== SOURCE MATERIAL ==
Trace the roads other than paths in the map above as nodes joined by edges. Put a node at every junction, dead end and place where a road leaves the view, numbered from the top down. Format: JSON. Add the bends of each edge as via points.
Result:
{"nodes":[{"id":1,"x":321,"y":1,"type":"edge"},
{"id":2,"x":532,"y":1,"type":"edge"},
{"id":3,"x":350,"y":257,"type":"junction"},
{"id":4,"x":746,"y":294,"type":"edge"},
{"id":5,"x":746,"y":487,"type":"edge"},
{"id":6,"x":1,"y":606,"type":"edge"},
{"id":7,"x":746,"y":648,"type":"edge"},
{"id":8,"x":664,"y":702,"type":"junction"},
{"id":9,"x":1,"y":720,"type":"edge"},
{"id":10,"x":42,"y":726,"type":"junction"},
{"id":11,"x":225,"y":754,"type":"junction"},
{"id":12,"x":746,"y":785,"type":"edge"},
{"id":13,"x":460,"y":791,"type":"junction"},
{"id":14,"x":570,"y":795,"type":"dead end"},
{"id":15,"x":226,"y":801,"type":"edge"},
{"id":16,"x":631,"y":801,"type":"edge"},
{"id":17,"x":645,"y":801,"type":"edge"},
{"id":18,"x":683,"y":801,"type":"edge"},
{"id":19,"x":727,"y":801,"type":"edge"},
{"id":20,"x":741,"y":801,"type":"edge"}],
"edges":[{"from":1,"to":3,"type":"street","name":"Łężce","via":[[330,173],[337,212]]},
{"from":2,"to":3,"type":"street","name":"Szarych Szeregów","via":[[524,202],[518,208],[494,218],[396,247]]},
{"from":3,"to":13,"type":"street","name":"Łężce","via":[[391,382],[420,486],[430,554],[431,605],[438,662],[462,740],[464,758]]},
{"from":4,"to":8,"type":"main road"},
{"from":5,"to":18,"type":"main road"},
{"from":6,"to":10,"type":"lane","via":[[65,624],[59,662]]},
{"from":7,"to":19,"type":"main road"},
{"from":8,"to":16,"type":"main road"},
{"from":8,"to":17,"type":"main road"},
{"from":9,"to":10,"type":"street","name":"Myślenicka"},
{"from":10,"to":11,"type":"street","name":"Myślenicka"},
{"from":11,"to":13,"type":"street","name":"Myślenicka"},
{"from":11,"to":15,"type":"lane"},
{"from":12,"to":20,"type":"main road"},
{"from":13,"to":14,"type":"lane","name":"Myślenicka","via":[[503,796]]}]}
===
ASSIGNMENT. Report all lines in the listing above that contain the word "Myślenicka".

RESPONSE TO THE EXERCISE.
{"from":9,"to":10,"type":"street","name":"Myślenicka"},
{"from":10,"to":11,"type":"street","name":"Myślenicka"},
{"from":11,"to":13,"type":"street","name":"Myślenicka"},
{"from":13,"to":14,"type":"lane","name":"Myślenicka","via":[[503,796]]}]}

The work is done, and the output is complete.